Back to the point: Some of Hieronymus Bosch’s most recognized characters are now action figures! You know you’ve always wanted to act out ghoulish scenes of morbid and surreal torture in your own living room! Now you can! Well, you could probably be morbid and surreal in your living room without the help of Hieronymus Bosch action figures… but that’s not the point. The point is that now you can bring to life the horrors of Bosch’s own personal hell.

Isn’t that exciting? Yes, it is.

Also worth noting are the Dali, Pieter Breughel, and Escher sections. But where’s the Francisco de Goya? An obvious oversight. I would love a Saturn Devouring His Son action figure playset. I would devour my own children to get one. Currently, I don’t have any children… and there’s probably a good reason for that.

It took them a while to find her thumb

The press operator just lost her thumb in the printing press.

There is blood everywhere.

It took them a while to find it.

I called 911.

My boss picked up the thumb and put it in a bag on ice.

The press operator went into shock.

The paramedics gave her morphine and took her away in an ambulance.

My boss drew an X where he found the thumb.

I took photos.

Just a Heads Up

Hey peeps… Just a heads up: sambot.com might look funky over the next few days. Version 2.0 is right around the corner. So, I’ll be doing some live beta testing. Blog on!

Discarded Flesh Sack

I survived my first teaching experience. The students didn’t skin me alive and hang my discarded flesh sack on the doorknob of Mac Lab 1… as I thought they might. You know… just to send a message to the other n00b instructors. They’ve got to make an example out of one of us… or so I’ve read.

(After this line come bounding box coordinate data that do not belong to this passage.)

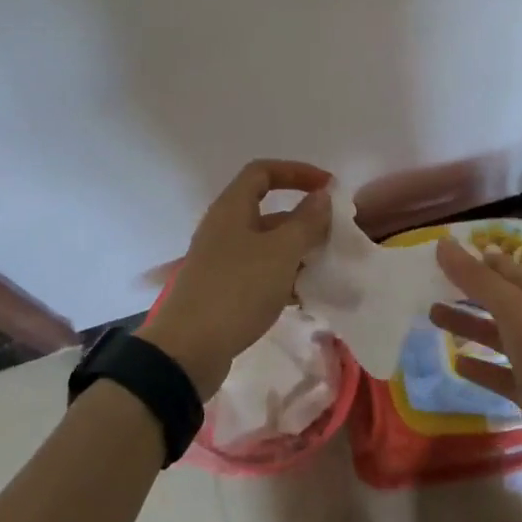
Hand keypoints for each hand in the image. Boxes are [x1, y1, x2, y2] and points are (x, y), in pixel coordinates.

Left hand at [139, 160, 333, 398]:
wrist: (188, 350)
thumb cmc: (238, 289)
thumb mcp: (281, 252)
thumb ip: (306, 221)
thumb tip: (322, 196)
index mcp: (232, 208)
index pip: (263, 171)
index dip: (297, 172)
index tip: (328, 187)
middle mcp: (224, 227)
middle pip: (267, 210)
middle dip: (303, 219)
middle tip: (333, 235)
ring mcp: (220, 260)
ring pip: (265, 244)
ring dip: (295, 251)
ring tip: (324, 267)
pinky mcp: (222, 290)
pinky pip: (258, 272)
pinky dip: (282, 277)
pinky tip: (302, 296)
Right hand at [430, 238, 521, 483]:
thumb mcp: (513, 309)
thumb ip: (476, 278)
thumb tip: (442, 243)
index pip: (503, 268)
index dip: (476, 259)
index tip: (443, 252)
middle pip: (497, 299)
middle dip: (466, 290)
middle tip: (430, 283)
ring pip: (495, 334)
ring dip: (467, 324)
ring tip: (432, 314)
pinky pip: (498, 372)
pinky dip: (478, 366)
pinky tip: (454, 361)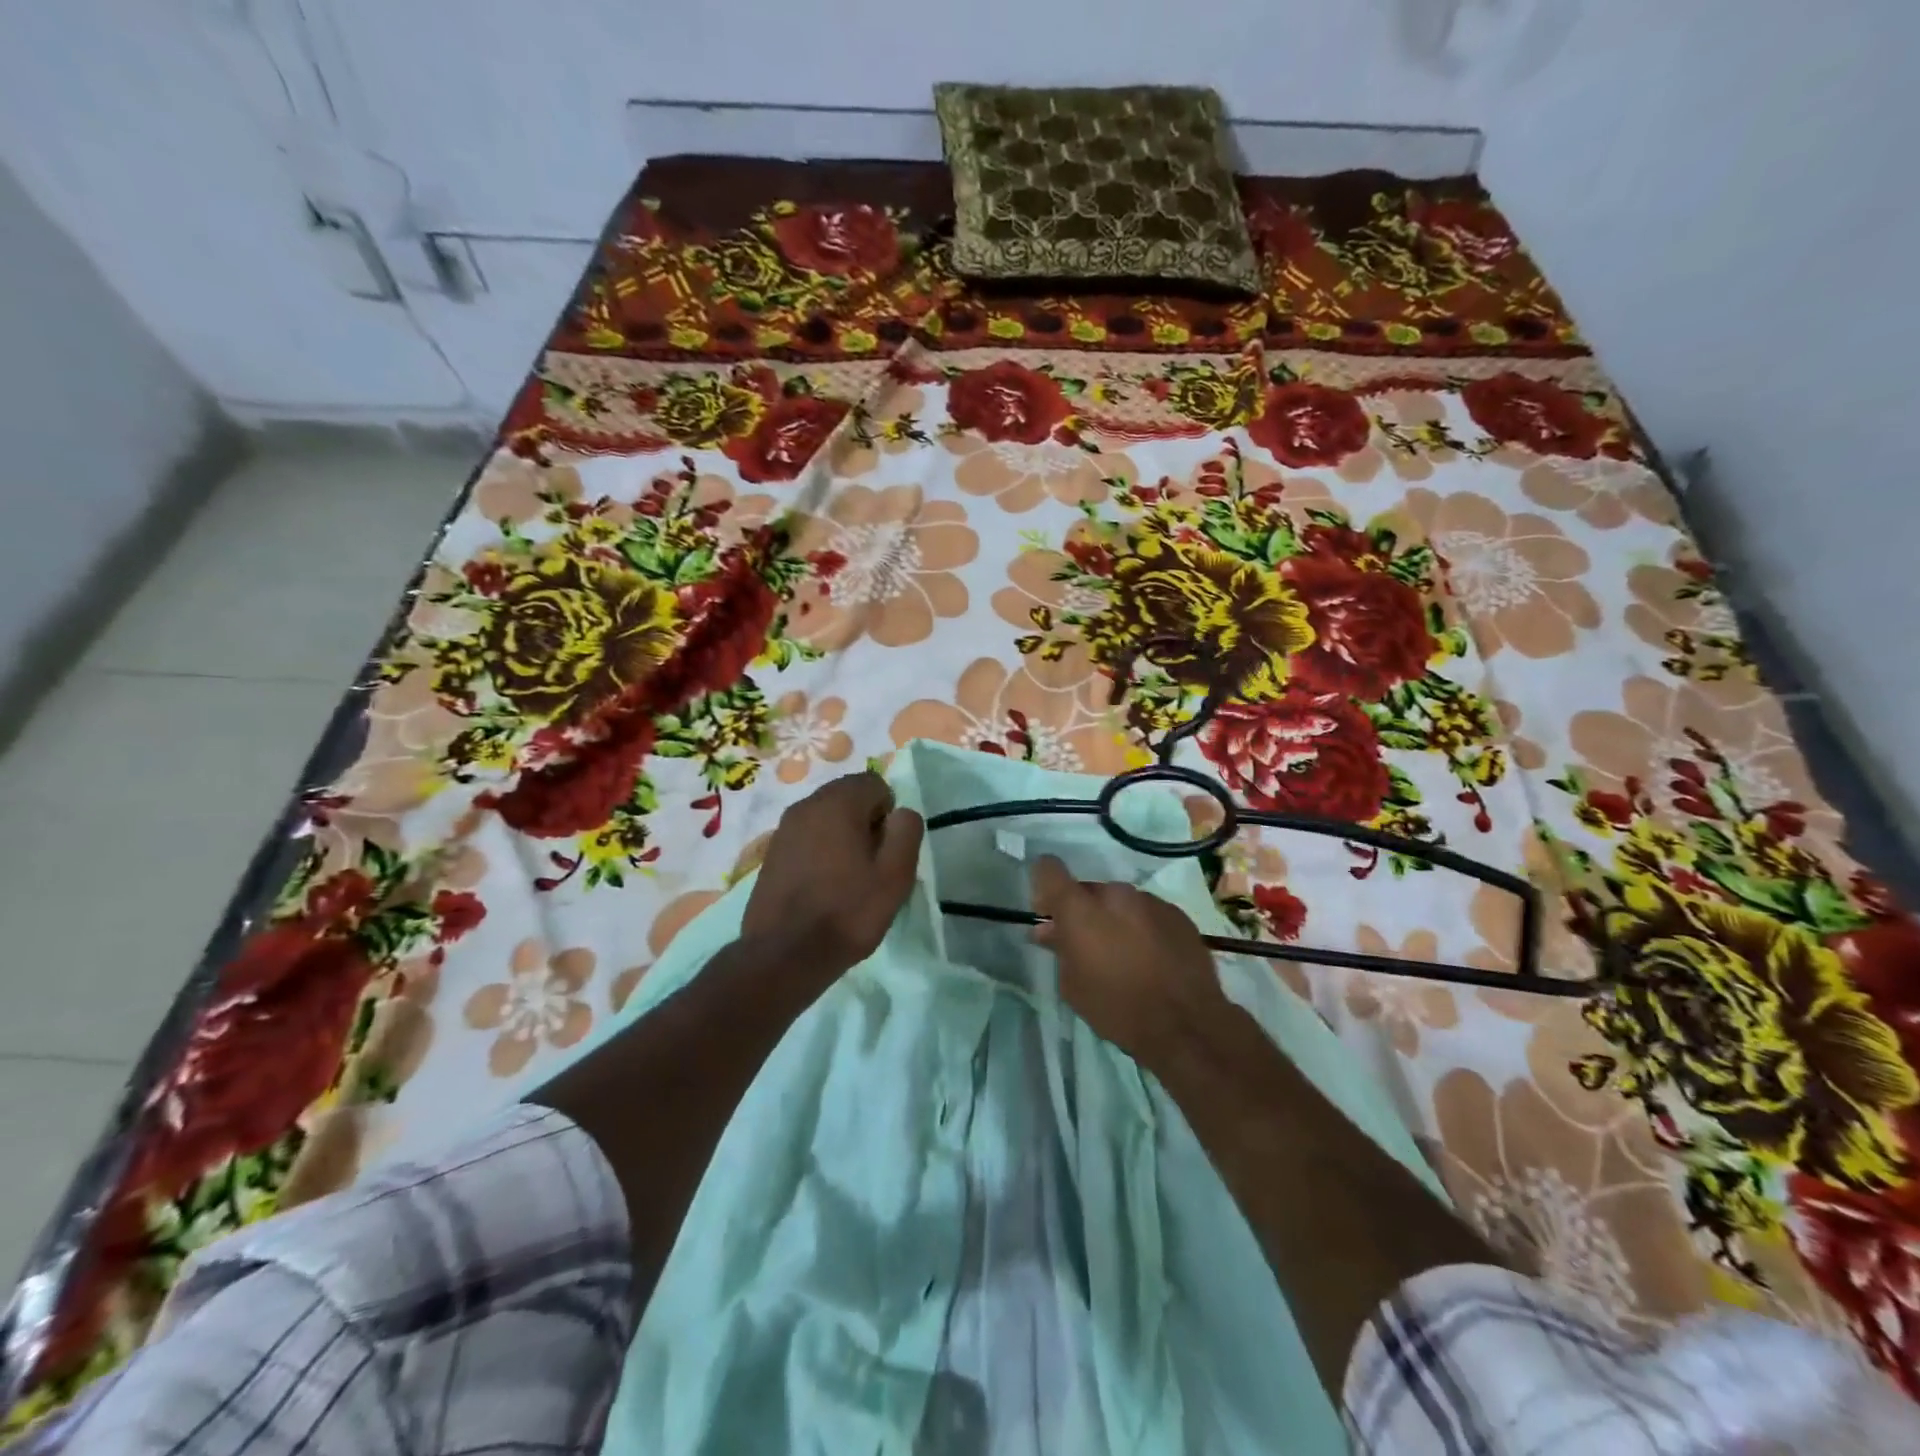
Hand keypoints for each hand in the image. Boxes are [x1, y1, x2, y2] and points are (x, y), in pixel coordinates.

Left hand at [742, 770, 924, 976]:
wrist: (784, 954)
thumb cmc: (847, 911)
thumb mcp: (895, 874)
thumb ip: (906, 832)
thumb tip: (900, 813)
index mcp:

Anyway, I think it went well. We just went over the syllabus and did some boring stuff like that. It was still really fun… and I think/hope that once my students/minions really get into it, they will have some fun too. Oh… and learn stuff. Right. Learning. That’s important… or so I have read.

I did however, tell them that I’m an avid listener and huge fan of Swedish Black Metal. I wonder if that was a good idea?

Hot For Teacher

I am about to leave to teach for the first time. Holy crap. I’m a ball of nerves. It’s guaranteed to go well though… I’m wearing my lucky glow-in-the-dark skull boxers. What could possibly go wrong?

I’ll post later with the gory details… but in the mean time, you can check out Syllabus Version 1.0.